Diary readers and Macro Millionaires alike flocked to Orlando's exclusive University Club en masse to the best attended strategy luncheon yet. Mark from Australia won the prize for the greatest distance traveled to the event, easily beating out the runner up from Uruguay. Spend your Zimbabwean dollars wisely, Mark.

The extended discussion revolved around the issues that we are all grappling with today in the international financial markets. Followers of this letter are now faced with a dilemma everyone wishes they had. Everything they own with great fundamentals, like commodities, energy, food, precious metals, technology, rails, and short Treasury bond plays, are up 50% or more in the past five months.
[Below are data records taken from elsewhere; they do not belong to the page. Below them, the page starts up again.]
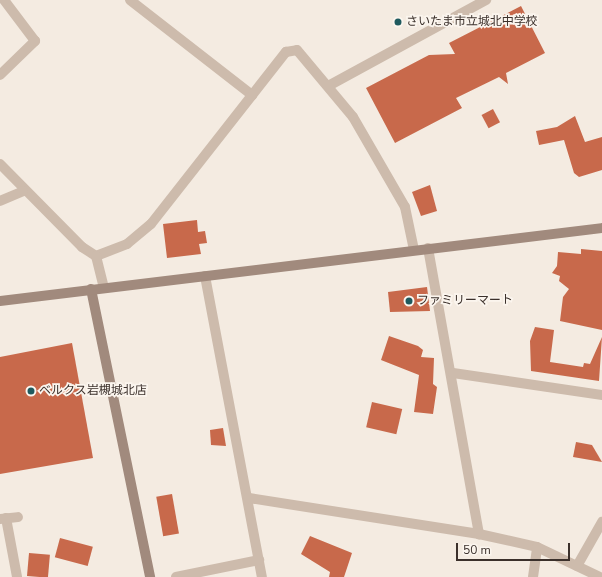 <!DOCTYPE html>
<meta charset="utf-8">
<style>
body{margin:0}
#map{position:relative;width:602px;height:577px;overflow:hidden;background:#f4ebe1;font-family:"Nunito Sans","Noto Sans JP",sans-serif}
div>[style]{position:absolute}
.building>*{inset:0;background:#c8694b;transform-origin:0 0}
.street>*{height:10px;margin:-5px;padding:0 5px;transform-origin:5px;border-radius:5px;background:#cdbbac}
.secondary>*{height:10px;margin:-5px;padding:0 5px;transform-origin:5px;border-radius:5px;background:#a18a7d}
.dots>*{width:11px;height:11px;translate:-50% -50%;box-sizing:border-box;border:2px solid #fbf5ee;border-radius:50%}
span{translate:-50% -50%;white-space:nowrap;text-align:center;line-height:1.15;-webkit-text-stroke:3.5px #fbf5ee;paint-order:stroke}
.poi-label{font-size:12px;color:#3b302b}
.left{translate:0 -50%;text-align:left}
.scale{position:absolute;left:456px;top:543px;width:114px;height:18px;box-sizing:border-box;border:2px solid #3b302b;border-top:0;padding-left:5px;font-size:12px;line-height:14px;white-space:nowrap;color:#3b302b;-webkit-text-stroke:3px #fbf5ee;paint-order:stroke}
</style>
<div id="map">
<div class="building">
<div style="clip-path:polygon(521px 6px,545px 53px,506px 73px,508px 84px,499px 77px,456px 98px,462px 108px,395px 143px,366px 88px,429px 55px,455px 54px,449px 43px)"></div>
<div style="left:493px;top:109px;width:15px;height:13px;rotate:62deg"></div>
<div style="clip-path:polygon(575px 116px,585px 142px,602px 137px,602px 170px,579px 177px,574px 173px,564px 140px,539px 145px,536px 131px,557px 127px)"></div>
<div style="clip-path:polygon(430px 185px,437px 211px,421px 216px,412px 192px)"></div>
<div style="clip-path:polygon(197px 220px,198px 232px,205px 231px,207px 243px,199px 244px,201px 254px,167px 258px,163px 224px)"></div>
<div style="clip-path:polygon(581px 249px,602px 251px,602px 330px,560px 321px,563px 297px,569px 289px,559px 281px,560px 276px,552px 273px,557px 266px,558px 252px,581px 254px)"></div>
<div style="clip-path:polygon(427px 287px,430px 311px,390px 312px,388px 292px)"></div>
<div style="clip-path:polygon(535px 327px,554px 330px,550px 362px,583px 367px,584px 363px,590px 364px,602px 337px,599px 381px,531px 371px,530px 341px)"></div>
<div style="clip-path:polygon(389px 336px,418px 346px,423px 350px,421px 357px,434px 358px,433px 384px,437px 387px,433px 414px,414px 412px,419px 375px,381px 360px)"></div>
<div style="clip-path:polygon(72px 343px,93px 458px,0 474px,0 357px)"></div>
<div style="left:372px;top:402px;width:31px;height:26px;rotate:13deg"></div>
<div style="clip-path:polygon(223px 428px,226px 446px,211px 445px,210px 430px)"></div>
<div style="clip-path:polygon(576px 442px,592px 445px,602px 462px,573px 457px)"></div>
<div style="left:172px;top:494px;width:40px;height:16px;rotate:80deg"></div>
<div style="clip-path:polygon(310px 536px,352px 553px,344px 577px,329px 577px,330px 572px,301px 554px)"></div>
<div style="left:60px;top:538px;width:34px;height:20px;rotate:15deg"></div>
<div style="left:29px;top:553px;width:21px;height:23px;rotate:5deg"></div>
</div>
<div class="street">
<div style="left:130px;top:0;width:155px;rotate:37.9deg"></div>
<div style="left:0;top:75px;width:49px;rotate:-44.2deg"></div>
<div style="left:35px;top:41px;width:51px;rotate:-127.1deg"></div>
<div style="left:330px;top:85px;width:178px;rotate:-28.6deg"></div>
<div style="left:0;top:164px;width:117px;rotate:45.3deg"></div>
<div style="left:82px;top:247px;width:17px;rotate:33deg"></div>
<div style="left:96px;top:256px;width:33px;rotate:-21deg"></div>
<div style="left:127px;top:244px;width:31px;rotate:-40deg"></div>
<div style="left:151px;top:224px;width:219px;rotate:-51.9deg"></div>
<div style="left:286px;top:52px;width:11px;rotate:-10deg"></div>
<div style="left:297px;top:50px;width:87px;rotate:50.1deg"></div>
<div style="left:353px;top:117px;width:104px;rotate:60deg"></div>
<div style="left:405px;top:207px;width:44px;rotate:78.2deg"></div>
<div style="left:0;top:201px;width:25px;rotate:-23deg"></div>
<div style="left:428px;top:248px;width:291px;rotate:79.9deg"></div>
<div style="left:96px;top:256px;width:33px;rotate:76deg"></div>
<div style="left:205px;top:276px;width:306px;rotate:79.3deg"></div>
<div style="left:453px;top:373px;width:151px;rotate:8.4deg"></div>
<div style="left:249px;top:498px;width:233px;rotate:8.9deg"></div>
<div style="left:479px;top:534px;width:59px;rotate:12.6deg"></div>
<div style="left:537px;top:547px;width:70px;rotate:25.5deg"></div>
<div style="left:6px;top:518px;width:60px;rotate:79.4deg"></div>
<div style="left:0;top:519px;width:18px;rotate:-6deg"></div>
<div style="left:577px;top:566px;width:51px;rotate:-60.4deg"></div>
<div style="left:176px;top:577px;width:85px;rotate:-11.6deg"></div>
<div style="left:533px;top:577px;width:30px;rotate:-82deg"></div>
</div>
<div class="secondary">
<div style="left:91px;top:289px;width:294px;rotate:78.4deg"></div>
<div style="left:0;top:301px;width:606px;rotate:-6.91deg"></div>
</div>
<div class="dots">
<div style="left:398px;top:22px;background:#1f5a5e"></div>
<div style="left:409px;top:301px;background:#1f5a5e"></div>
<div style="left:31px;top:391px;background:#1f5a5e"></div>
</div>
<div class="poi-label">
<span class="left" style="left:406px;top:22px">さいたま市立城北中学校</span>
<span class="left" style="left:417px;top:301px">ファミリーマート</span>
<span class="left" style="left:39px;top:391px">ベルクス岩槻城北店</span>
</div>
<div class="scale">50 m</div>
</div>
But what to do with new money? (Nothing). Will there be a QE3? (No.) Are muni bonds a buy here? (Yes.) Will there be more tax cuts (No). How high will oil go? (A lot). How high will interest rates go (Even more). Is it time to buy a house yet? (Rent, don't buy). Will Obama get reelected in 2012? (Yes). Will the Tampa Bay Buccaneers win the Super Bowl next year? (Not a chance).

One gentleman told me he had tracked 200 of my recommendations over the last year and had only found two losers, premature shorts on the yen and Treasury bonds which I stopped out of quickly. All I know is that the harder I work, the luckier I get.